# Aim of the exercise
Please output all of the entries exactly and omit any images they hold.

Collected data:
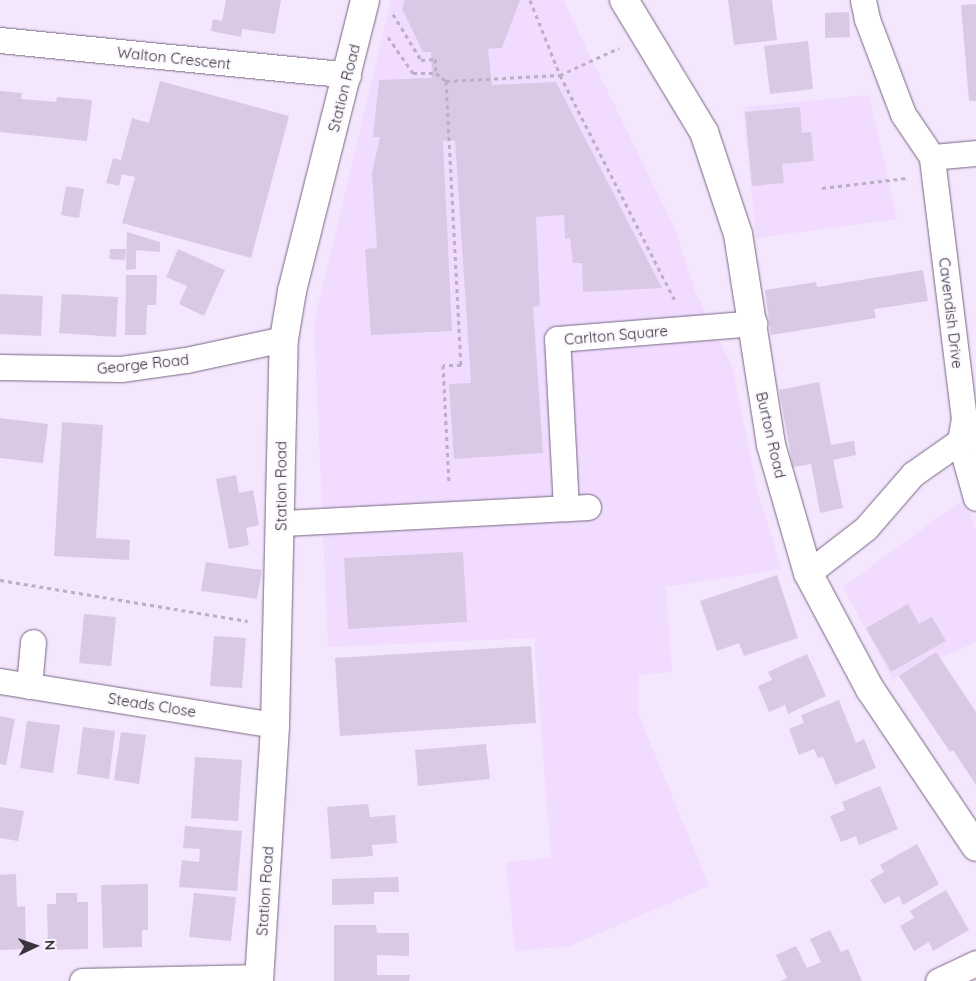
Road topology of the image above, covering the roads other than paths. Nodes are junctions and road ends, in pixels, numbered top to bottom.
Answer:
1 (364, 0) edge
2 (624, 0) edge
3 (863, 0) edge
4 (0, 40) edge
5 (348, 75) junction
6 (976, 154) edge
7 (933, 166) junction
8 (754, 323) junction
9 (284, 339) junction
10 (0, 367) edge
11 (968, 439) edge
12 (976, 498) edge
13 (282, 523) junction
14 (808, 573) junction
15 (33, 642) dead end
16 (0, 681) edge
17 (29, 686) junction
18 (275, 725) junction
19 (976, 847) edge
20 (976, 963) edge
21 (259, 979) edge
22 (82, 981) edge
23 (938, 981) edge

1 - 5 street, Station Road
2 - 8 street, Burton Road
3 - 7 street, Cavendish Drive
4 - 5 street, Walton Crescent
5 - 9 street, Station Road
6 - 7 street
7 - 11 street, Cavendish Drive
8 - 13 street, Carlton Square
8 - 14 street, Burton Road
9 - 10 street, George Road
9 - 13 street, Station Road
11 - 12 street
11 - 14 street
13 - 18 street, Station Road
14 - 19 street, Burton Road
15 - 17 street
16 - 17 street, Steads Close
17 - 18 street, Steads Close
18 - 21 street, Station Road
20 - 23 street
21 - 22 street

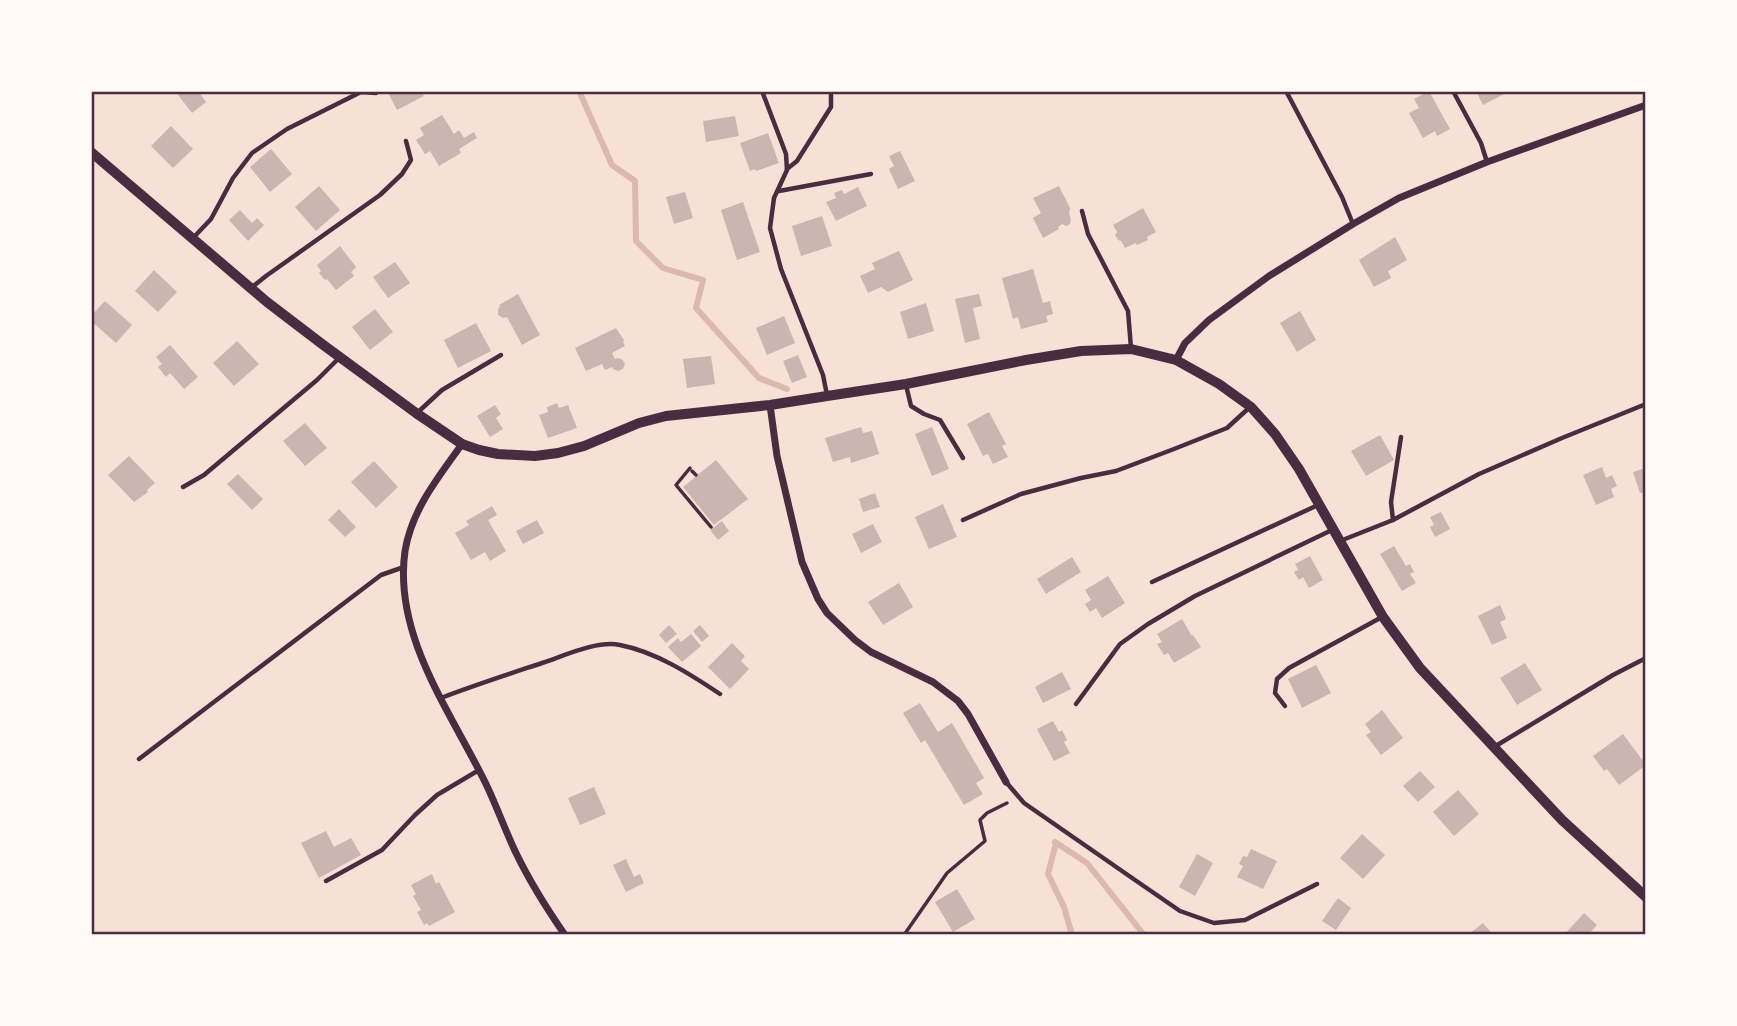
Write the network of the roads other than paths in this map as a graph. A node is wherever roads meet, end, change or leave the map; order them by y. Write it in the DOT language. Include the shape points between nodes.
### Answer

# Task output
Road topology of the image above, covering the roads other than paths. Nodes are junctions and road ends, in pixels, numbered top to bottom.
Answer:
1 (364, 0) edge
2 (624, 0) edge
3 (863, 0) edge
4 (0, 40) edge
5 (348, 75) junction
6 (976, 154) edge
7 (933, 166) junction
8 (754, 323) junction
9 (284, 339) junction
10 (0, 367) edge
11 (968, 439) edge
12 (976, 498) edge
13 (282, 523) junction
14 (808, 573) junction
15 (33, 642) dead end
16 (0, 681) edge
17 (29, 686) junction
18 (275, 725) junction
19 (976, 847) edge
20 (976, 963) edge
21 (259, 979) edge
22 (82, 981) edge
23 (938, 981) edge

1 - 5 street, Station Road
2 - 8 street, Burton Road
3 - 7 street, Cavendish Drive
4 - 5 street, Walton Crescent
5 - 9 street, Station Road
6 - 7 street
7 - 11 street, Cavendish Drive
8 - 13 street, Carlton Square
8 - 14 street, Burton Road
9 - 10 street, George Road
9 - 13 street, Station Road
11 - 12 street
11 - 14 street
13 - 18 street, Station Road
14 - 19 street, Burton Road
15 - 17 street
16 - 17 street, Steads Close
17 - 18 street, Steads Close
18 - 21 street, Station Road
20 - 23 street
21 - 22 street

Write the network of the roads other than paths in this map as a graph. A node is wherever roads meet, end, change or leave the map; order them by y. Write it in the DOT language. Include the shape points between nodes.
### Answer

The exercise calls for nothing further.